Erwähnen sollte ich auch seinen immensen Wortschatz. Er jault, grummelt, knurrt in mehreren Sprachen. Leider. Und dann gibt es noch dieses komische Geräusch. Das, das nur er kann. Öngöng… öngöng… ich kann nicht beurteilen, ob das ein allgemeines Terriermerkmal ist. Ich wünsche jedem, dass es sich anders verhält.
Ist man mit Bruno draußen, hört man häufig den Satz „typisch Terrier“. Häufig von Menschen mit einem Gesichtsausdruck, als hätte ich ihnen in den letzten Jahren tonnenweise die Hinterlassenschaften meiner Hunde vor die Haustür gekippt. Was, bitte, ist für diese Menschen typisch Terrier?

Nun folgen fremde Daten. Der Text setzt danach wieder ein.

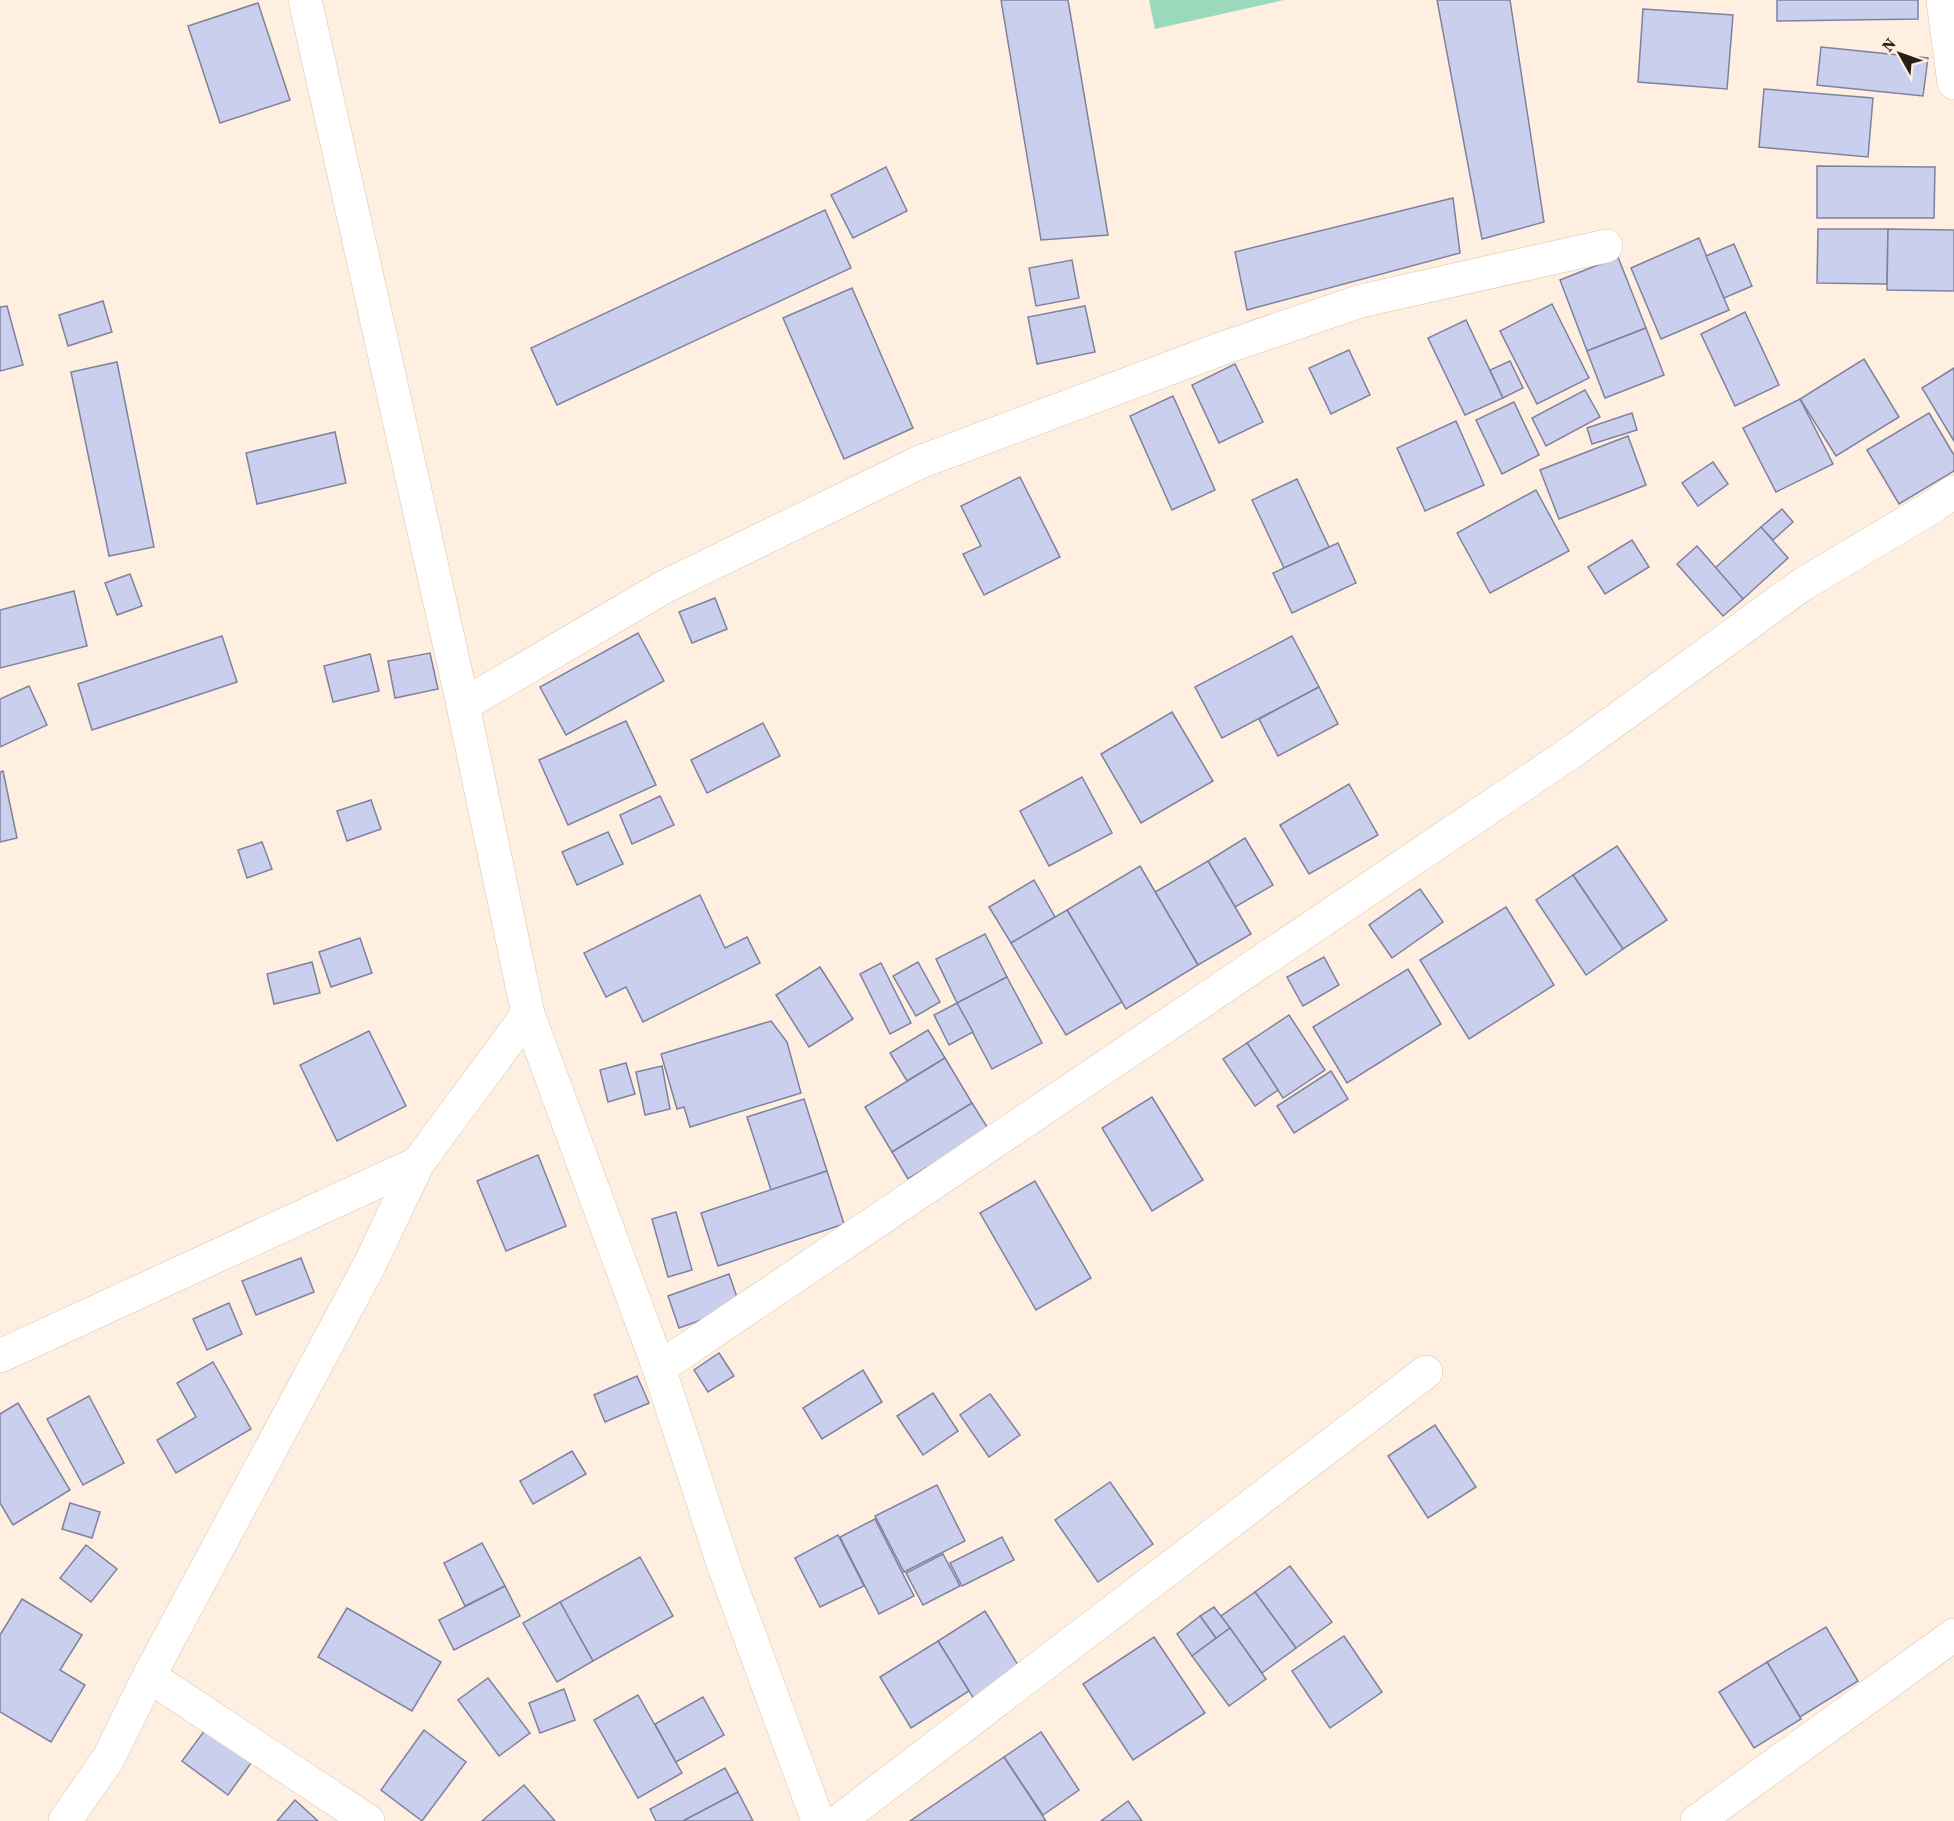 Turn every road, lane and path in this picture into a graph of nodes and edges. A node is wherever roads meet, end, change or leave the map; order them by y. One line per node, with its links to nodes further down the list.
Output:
1 (305, 0): 6 (street)
2 (1943, 0): 3 (street)
3 (1954, 83)
4 (1606, 246): 6 (street)
5 (1954, 492): 10 (street)
6 (463, 705): 7 (street)
7 (528, 1014): 8 (street); 10 (street)
8 (418, 1162): 9 (street); 13 (street)
9 (0, 1356)
10 (659, 1368): 16 (street)
11 (1426, 1372): 17 (street)
12 (1954, 1635): 18 (street)
13 (149, 1676): 14 (street); 15 (street)
14 (64, 1821)
15 (368, 1821)
16 (818, 1821)
17 (840, 1821)
18 (1697, 1821)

Was sollte ich hier noch erwähnen? Ich denke, den Größenwahn sollte man nicht außen vor lassen. In einem dreiwöchigen Urlaub mit vielen Strandspaziergängen, hat er sich mit mehr Doggen, Dobermännern und Rottweilern angelegt, als jeder CSU-Abgeordnete Familienmitglieder in seinem Büro anstellt. Aber ist das wirklich terriertypisch? Oder dann doch eher eine Macke des kleinen Spinners, der einfach nichts anders gelernt hat als „Angriff ist die beste Verteidigung“.

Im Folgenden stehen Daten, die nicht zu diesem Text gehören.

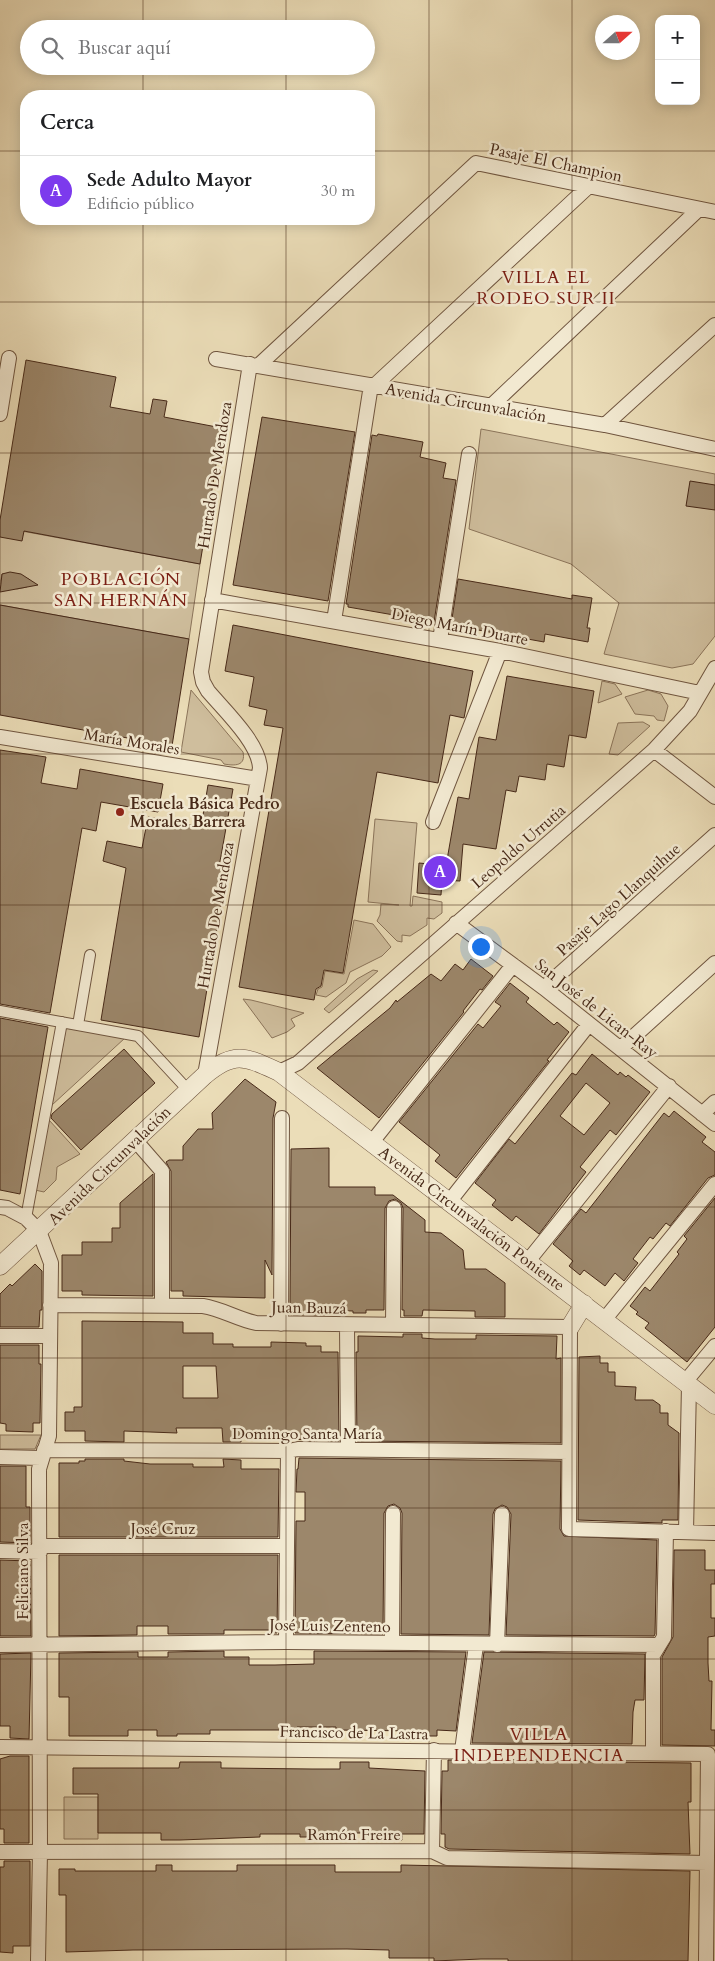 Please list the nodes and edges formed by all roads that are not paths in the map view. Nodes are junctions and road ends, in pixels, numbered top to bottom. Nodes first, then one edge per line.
1 (589, 186) junction
2 (699, 209) junction
3 (715, 212) edge
4 (715, 325) edge
5 (9, 358) dead end
6 (216, 359) dead end
7 (254, 365) junction
8 (373, 386) junction
9 (491, 406) junction
10 (0, 414) edge
11 (605, 425) junction
12 (715, 449) edge
13 (469, 454) dead end
14 (212, 600) junction
15 (334, 621) junction
16 (440, 640) junction
17 (500, 651) junction
18 (714, 671) edge
19 (700, 693) junction
20 (0, 737) edge
21 (654, 750) junction
22 (258, 779) junction
23 (715, 797) edge
24 (433, 822) dead end
25 (715, 835) edge
26 (456, 923) junction
27 (90, 955) dead end
28 (715, 963) edge
29 (513, 965) junction
30 (544, 988) junction
31 (0, 1011) edge
32 (62, 1022) junction
33 (589, 1024) junction
34 (78, 1025) junction
35 (620, 1048) junction
36 (218, 1064) joint
37 (280, 1072) junction
38 (205, 1075) junction
39 (669, 1086) junction
40 (188, 1090) junction
41 (715, 1102) edge
42 (702, 1114) junction
43 (282, 1118) dead end
44 (715, 1124) edge
45 (135, 1140) junction
46 (372, 1142) junction
47 (715, 1184) edge
48 (449, 1202) junction
49 (0, 1207) edge
50 (394, 1208) dead end
51 (26, 1218) junction
52 (40, 1231) junction
53 (528, 1261) junction
54 (0, 1266) edge
55 (584, 1304) junction
56 (50, 1306) junction
57 (162, 1306) junction
58 (604, 1320) junction
59 (281, 1324) junction
60 (347, 1324) junction
61 (393, 1325) junction
62 (570, 1327) junction
63 (0, 1336) edge
64 (50, 1336) junction
65 (715, 1346) edge
66 (687, 1383) junction
67 (715, 1405) edge
68 (348, 1449) junction
69 (288, 1451) junction
70 (569, 1452) junction
71 (42, 1454) junction
72 (0, 1457) edge
73 (393, 1513) dead end
74 (502, 1514) dead end
75 (666, 1531) junction
76 (686, 1532) junction
77 (715, 1532) edge
78 (287, 1546) junction
79 (40, 1549) junction
80 (0, 1552) edge
81 (286, 1642) junction
82 (392, 1643) junction
83 (0, 1645) edge
84 (40, 1645) junction
85 (476, 1645) junction
86 (497, 1645) junction
87 (659, 1645) junction
88 (0, 1747) edge
89 (40, 1747) junction
90 (434, 1750) junction
91 (462, 1751) junction
92 (653, 1753) junction
93 (432, 1851) junction
94 (0, 1852) edge
95 (40, 1852) junction
96 (709, 1866) edge
97 (38, 1961) edge
98 (706, 1961) edge

1 - 2 street, Pasaje El Champion
1 - 7 street, Pasaje El Champion
1 - 8 street
2 - 3 street, Pasaje El Champion
2 - 9 street
4 - 11 street
5 - 10 street
6 - 7 street, Avenida Circunvalación
7 - 8 street, Avenida Circunvalación
7 - 14 street, Hurtado De Mendoza
8 - 9 street, Avenida Circunvalación
8 - 15 street
9 - 11 street, Avenida Circunvalación
11 - 12 street, Avenida Circunvalación
13 - 16 street
14 - 15 street, Diego Marín Duarte
14 - 22 street, Hurtado De Mendoza
15 - 16 street, Diego Marín Duarte
16 - 17 street, Diego Marín Duarte
17 - 19 street, Diego Marín Duarte
17 - 24 street
18 - 19 street, Leopoldo Urrutia
19 - 21 street, Leopoldo Urrutia
20 - 22 street, María Morales
21 - 23 street
21 - 26 street, Leopoldo Urrutia
22 - 38 street, Hurtado De Mendoza
25 - 30 street, Pasaje Lago Llanquihue
26 - 29 street, San José de Lican-Ray
26 - 37 street, Leopoldo Urrutia
27 - 34 street
28 - 35 street
29 - 30 street, San José de Lican-Ray
29 - 46 street
30 - 33 street, San José de Lican-Ray
31 - 32 street
32 - 34 street
32 - 51 street
33 - 35 street, San José de Lican-Ray
33 - 48 street
34 - 40 street
35 - 39 street, San José de Lican-Ray
36 - 37 street, Avenida Circunvalación Poniente
36 - 38 street, Avenida Circunvalación
37 - 46 street, Avenida Circunvalación Poniente
38 - 40 street, Avenida Circunvalación
39 - 42 street, San José de Lican-Ray
39 - 53 street
40 - 45 street, Avenida Circunvalación
41 - 42 street
42 - 44 street, San José de Lican-Ray
43 - 59 street
45 - 52 street, Avenida Circunvalación
45 - 57 street
46 - 48 street, Avenida Circunvalación Poniente
47 - 58 street
48 - 53 street, Avenida Circunvalación Poniente
49 - 51 street, Feliciano Silva
50 - 61 street
51 - 52 street, Feliciano Silva
52 - 54 street, Avenida Circunvalación
52 - 56 street, Feliciano Silva
53 - 55 street, Avenida Circunvalación Poniente
55 - 58 street, Avenida Circunvalación Poniente
55 - 62 street
56 - 57 street, Juan Bauzá
56 - 64 street, Feliciano Silva
57 - 59 street, Juan Bauzá
58 - 66 street, Avenida Circunvalación Poniente
59 - 60 street, Juan Bauzá
60 - 61 street, Juan Bauzá
60 - 68 street
61 - 62 street, Juan Bauzá
62 - 70 street
63 - 64 street
64 - 71 street, Feliciano Silva
65 - 66 street
66 - 67 street, Avenida Circunvalación Poniente
66 - 76 street
68 - 69 street, Domingo Santa María
68 - 70 street, Domingo Santa María
69 - 71 street, Domingo Santa María
69 - 78 street
70 - 75 street
71 - 72 street, Domingo Santa María
71 - 79 street, Feliciano Silva
73 - 82 street
74 - 86 street
75 - 76 street
75 - 87 street
76 - 77 street
78 - 79 street, José Cruz
78 - 81 street
79 - 80 street, José Cruz
79 - 84 street, Feliciano Silva
81 - 82 street, José Luis Zenteno
81 - 84 street, José Luis Zenteno
82 - 85 street, José Luis Zenteno
83 - 84 street, José Luis Zenteno
84 - 89 street, Feliciano Silva
85 - 86 street, José Luis Zenteno
85 - 91 street
86 - 87 street, José Luis Zenteno
87 - 92 street
88 - 89 street, Francisco de La Lastra
89 - 90 street, Francisco de La Lastra
89 - 95 street, Feliciano Silva
90 - 91 street, Francisco de La Lastra
90 - 93 street
91 - 92 street, Francisco de La Lastra
92 - 96 street, Francisco de La Lastra
93 - 95 street, Ramón Freire
93 - 96 street, Ramón Freire
94 - 95 street, Ramón Freire
95 - 97 street, Feliciano Silva
96 - 98 street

Viel schlimmer finde ich, dass die Menschen diese Assoziation haben. Terrier = peinlich.
Menschen, die wahrscheinlich in ihrem Leben nicht über ein Steifftier hinausgekommen sind, sich frei von jeder Scham nach dem dritten Glühwein helenefischergrölend in den sozialen Netzwerken präsentieren, erklären mir, was „peinlich“ heißt.
Hach… ihr seht, ich kann es nicht.
Ich bin nicht die Schweiz. Ich will nicht neutral sein.
Ich habe die besten Hunde der Welt. So, wie sie sind. Mit ihren Macken, den größeren und den kleineren.
Und ich stelle fest, dass ich meine Hunde nicht „rassetypisch und ohne Hintergrund“ beschreiben kann. Sie sind halt so. Sie haben diesen Hintergrund, diese Erfahrungen mitgebracht.
Wer also ein Rasseportrait möchte, kaufe sich ein Buch. Oder bemühe meinetwegen auch Wikipedia. Ich bin dafür die Falsche. Definitv.
Ab sofort antworte ich nur noch: ja, sie sind wirklich so.
Ein kleiner Satan. Aber so unfassbar liebenswert und charmant.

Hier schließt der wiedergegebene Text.